(Collected data entries)

★ ★ ★ ★ ★ ★ ★

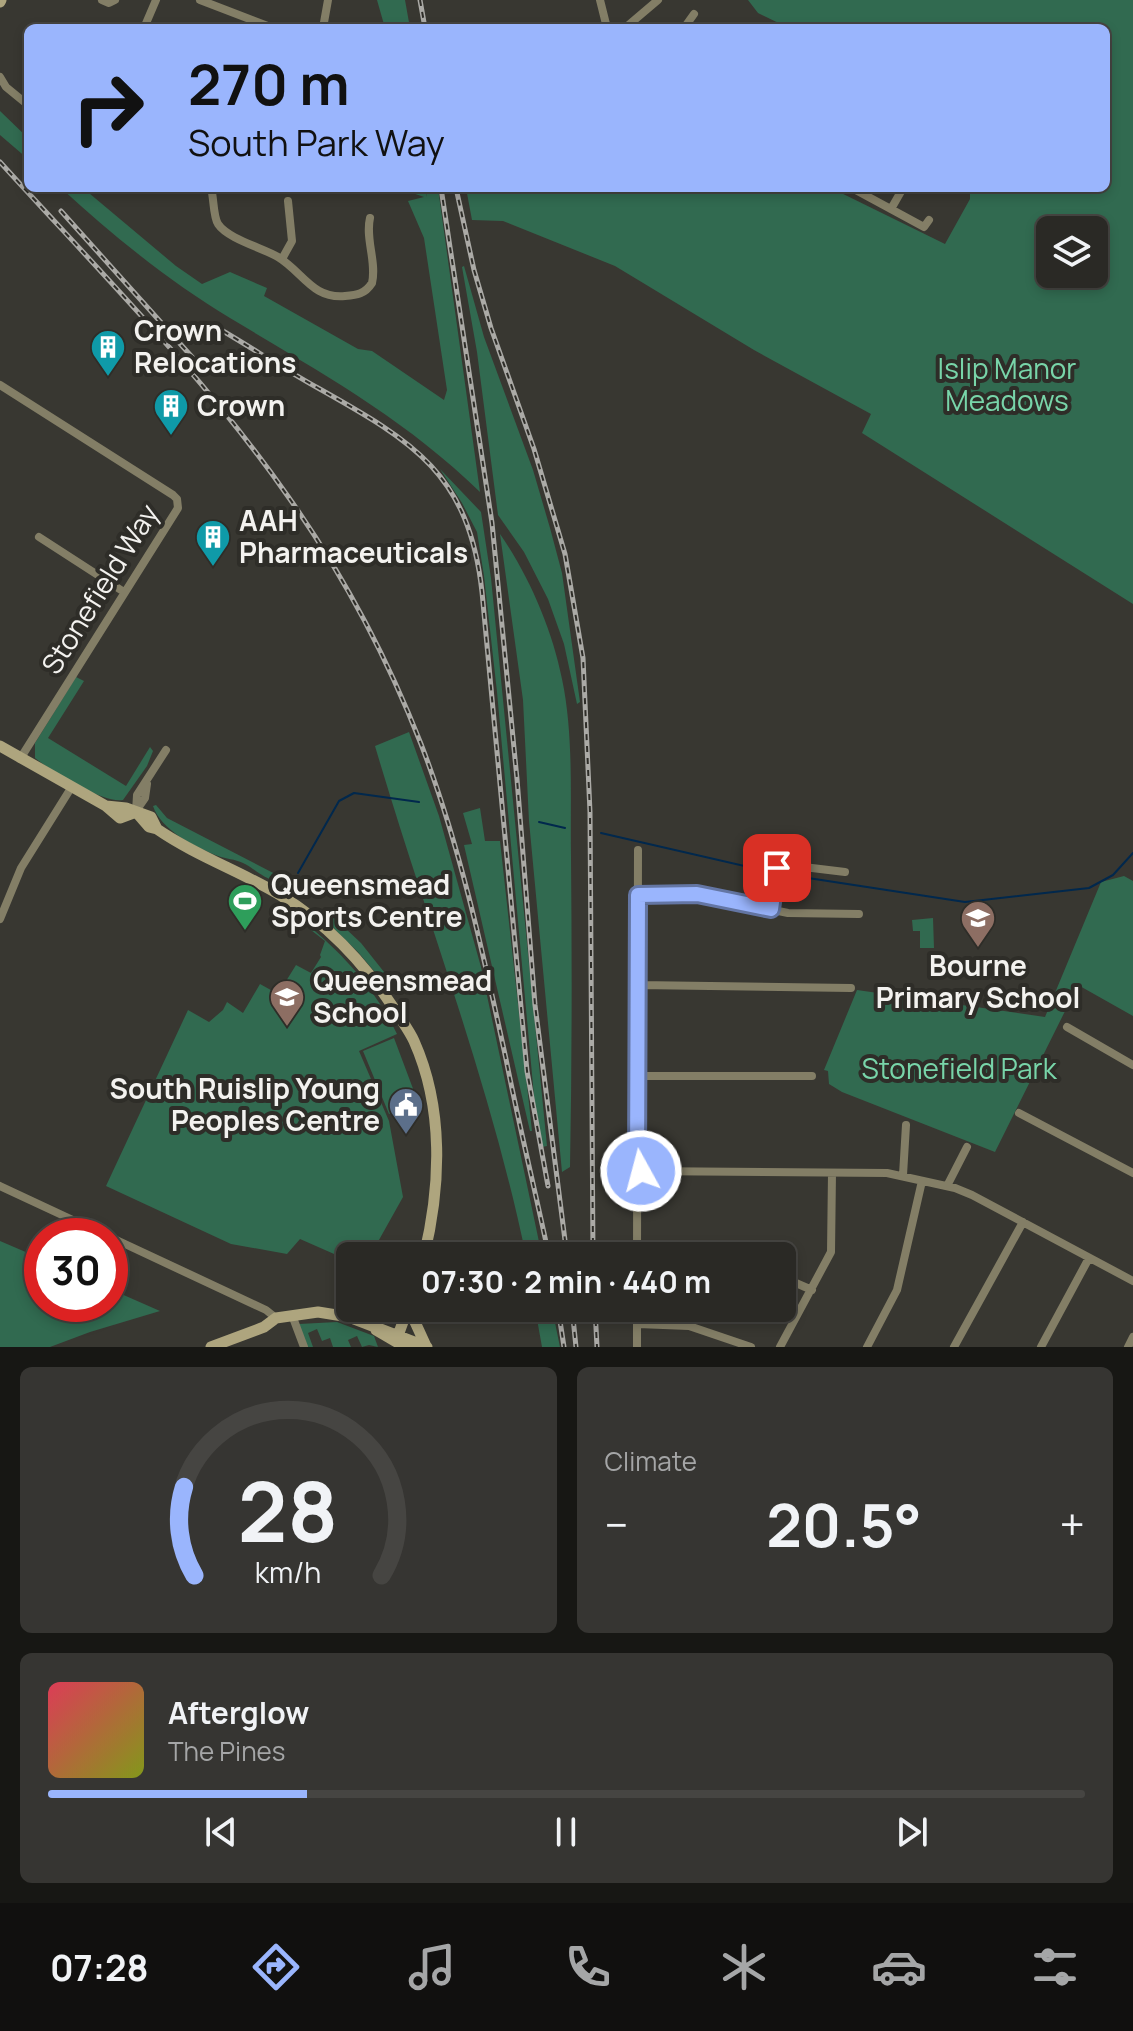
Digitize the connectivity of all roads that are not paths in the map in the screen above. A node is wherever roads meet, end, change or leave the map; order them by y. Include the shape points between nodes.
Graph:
1 (102, 0) edge
2 (115, 0) edge
3 (156, 0) edge
4 (200, 0) edge
5 (328, 0) edge
6 (600, 0) edge
7 (658, 0) edge
8 (694, 14) dead end
9 (146, 24) edge
10 (263, 24) edge
11 (324, 24) edge
12 (606, 24) edge
13 (630, 24) edge
14 (687, 24) edge
15 (0, 77) edge
16 (24, 102) edge
17 (212, 192) edge
18 (859, 192) edge
19 (901, 192) edge
20 (288, 201) dead end
21 (891, 209) junction
22 (370, 218) dead end
23 (929, 220) dead end
24 (282, 259) junction
25 (0, 385) edge
26 (39, 537) dead end
27 (124, 592) junction
28 (0, 746) edge
29 (166, 750) dead end
30 (20, 759) junction
31 (71, 788) junction
32 (136, 812) junction
33 (638, 850) dead end
34 (845, 872) dead end
35 (638, 895) junction
36 (771, 909) junction
37 (859, 914) dead end
38 (0, 919) edge
39 (638, 985) junction
40 (851, 988) dead end
41 (1067, 1027) dead end
42 (1133, 1065) edge
43 (638, 1076) junction
44 (812, 1076) dead end
45 (1019, 1113) dead end
46 (906, 1125) dead end
47 (967, 1147) dead end
48 (637, 1171) junction
49 (832, 1173) junction
50 (1133, 1173) edge
51 (903, 1175) junction
52 (922, 1181) junction
53 (0, 1186) edge
54 (947, 1186) junction
55 (68, 1218) edge
56 (1023, 1222) junction
57 (427, 1242) edge
58 (637, 1242) edge
59 (128, 1246) edge
60 (1089, 1258) junction
61 (1133, 1281) edge
62 (796, 1283) edge
63 (812, 1290) junction
64 (292, 1315) junction
65 (276, 1318) junction
66 (392, 1322) edge
67 (405, 1322) edge
68 (414, 1322) edge
69 (638, 1324) joint
70 (373, 1327) junction
71 (1133, 1337) edge
72 (399, 1344) edge
73 (217, 1346) edge
74 (304, 1347) edge
75 (426, 1347) edge
76 (637, 1347) edge
77 (751, 1347) edge
78 (780, 1347) edge
79 (867, 1347) edge
80 (954, 1347) edge
81 (1041, 1347) edge
82 (1128, 1347) edge

1 - 2 street
3 - 9 street
4 - 10 street
5 - 11 street
6 - 12 street
7 - 13 street
8 - 14 street
15 - 16 street
17 - 24 street via 217,223 241,241
18 - 21 street
19 - 21 street
20 - 24 street via 292,241
21 - 23 street via 924,227
22 - 24 street via 373,277 359,295 336,297 317,291
25 - 27 street, Stonefield Way via 177,499 178,508
26 - 27 street
27 - 30 street, Stonefield Way
28 - 30 street
29 - 32 street
30 - 31 street
31 - 32 street via 106,806
31 - 38 street via 21,868
32 - 57 street via 151,817 157,829 206,859 279,894 329,930 367,971 414,1039 437,1149
33 - 35 street
34 - 36 street via 779,864
35 - 36 street via 697,894
35 - 39 street
36 - 37 street
39 - 40 street
39 - 43 street
41 - 42 street
43 - 44 street
43 - 48 street
45 - 50 street
46 - 51 street
47 - 54 street
48 - 49 street
48 - 58 street
49 - 51 street
49 - 63 street via 831,1252
51 - 52 street
52 - 54 street
52 - 79 street via 897,1290
53 - 55 street
54 - 56 street
56 - 60 street
56 - 80 street
59 - 65 street
60 - 61 street
60 - 81 street
62 - 63 street
63 - 78 street
64 - 65 street
64 - 70 street via 334,1313
64 - 74 street
65 - 73 street
66 - 70 street
67 - 72 street
68 - 75 street
69 - 76 street
69 - 77 street via 689,1326
70 - 72 street
71 - 82 street
72 - 75 street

★ ★ ★ ★ ★ ★ ★

» **Task directions**
Omitting the images, transcribe every record exactly.

» **Solved exercise**
Digitize the connectivity of all roads that are not paths in the map in the screen above. A node is wherever roads meet, end, change or leave the map; order them by y. Include the shape points between nodes.
Graph:
1 (102, 0) edge
2 (115, 0) edge
3 (156, 0) edge
4 (200, 0) edge
5 (328, 0) edge
6 (600, 0) edge
7 (658, 0) edge
8 (694, 14) dead end
9 (146, 24) edge
10 (263, 24) edge
11 (324, 24) edge
12 (606, 24) edge
13 (630, 24) edge
14 (687, 24) edge
15 (0, 77) edge
16 (24, 102) edge
17 (212, 192) edge
18 (859, 192) edge
19 (901, 192) edge
20 (288, 201) dead end
21 (891, 209) junction
22 (370, 218) dead end
23 (929, 220) dead end
24 (282, 259) junction
25 (0, 385) edge
26 (39, 537) dead end
27 (124, 592) junction
28 (0, 746) edge
29 (166, 750) dead end
30 (20, 759) junction
31 (71, 788) junction
32 (136, 812) junction
33 (638, 850) dead end
34 (845, 872) dead end
35 (638, 895) junction
36 (771, 909) junction
37 (859, 914) dead end
38 (0, 919) edge
39 (638, 985) junction
40 (851, 988) dead end
41 (1067, 1027) dead end
42 (1133, 1065) edge
43 (638, 1076) junction
44 (812, 1076) dead end
45 (1019, 1113) dead end
46 (906, 1125) dead end
47 (967, 1147) dead end
48 (637, 1171) junction
49 (832, 1173) junction
50 (1133, 1173) edge
51 (903, 1175) junction
52 (922, 1181) junction
53 (0, 1186) edge
54 (947, 1186) junction
55 (68, 1218) edge
56 (1023, 1222) junction
57 (427, 1242) edge
58 (637, 1242) edge
59 (128, 1246) edge
60 (1089, 1258) junction
61 (1133, 1281) edge
62 (796, 1283) edge
63 (812, 1290) junction
64 (292, 1315) junction
65 (276, 1318) junction
66 (392, 1322) edge
67 (405, 1322) edge
68 (414, 1322) edge
69 (638, 1324) joint
70 (373, 1327) junction
71 (1133, 1337) edge
72 (399, 1344) edge
73 (217, 1346) edge
74 (304, 1347) edge
75 (426, 1347) edge
76 (637, 1347) edge
77 (751, 1347) edge
78 (780, 1347) edge
79 (867, 1347) edge
80 (954, 1347) edge
81 (1041, 1347) edge
82 (1128, 1347) edge

1 - 2 street
3 - 9 street
4 - 10 street
5 - 11 street
6 - 12 street
7 - 13 street
8 - 14 street
15 - 16 street
17 - 24 street via 217,223 241,241
18 - 21 street
19 - 21 street
20 - 24 street via 292,241
21 - 23 street via 924,227
22 - 24 street via 373,277 359,295 336,297 317,291
25 - 27 street, Stonefield Way via 177,499 178,508
26 - 27 street
27 - 30 street, Stonefield Way
28 - 30 street
29 - 32 street
30 - 31 street
31 - 32 street via 106,806
31 - 38 street via 21,868
32 - 57 street via 151,817 157,829 206,859 279,894 329,930 367,971 414,1039 437,1149
33 - 35 street
34 - 36 street via 779,864
35 - 36 street via 697,894
35 - 39 street
36 - 37 street
39 - 40 street
39 - 43 street
41 - 42 street
43 - 44 street
43 - 48 street
45 - 50 street
46 - 51 street
47 - 54 street
48 - 49 street
48 - 58 street
49 - 51 street
49 - 63 street via 831,1252
51 - 52 street
52 - 54 street
52 - 79 street via 897,1290
53 - 55 street
54 - 56 street
56 - 60 street
56 - 80 street
59 - 65 street
60 - 61 street
60 - 81 street
62 - 63 street
63 - 78 street
64 - 65 street
64 - 70 street via 334,1313
64 - 74 street
65 - 73 street
66 - 70 street
67 - 72 street
68 - 75 street
69 - 76 street
69 - 77 street via 689,1326
70 - 72 street
71 - 82 street
72 - 75 street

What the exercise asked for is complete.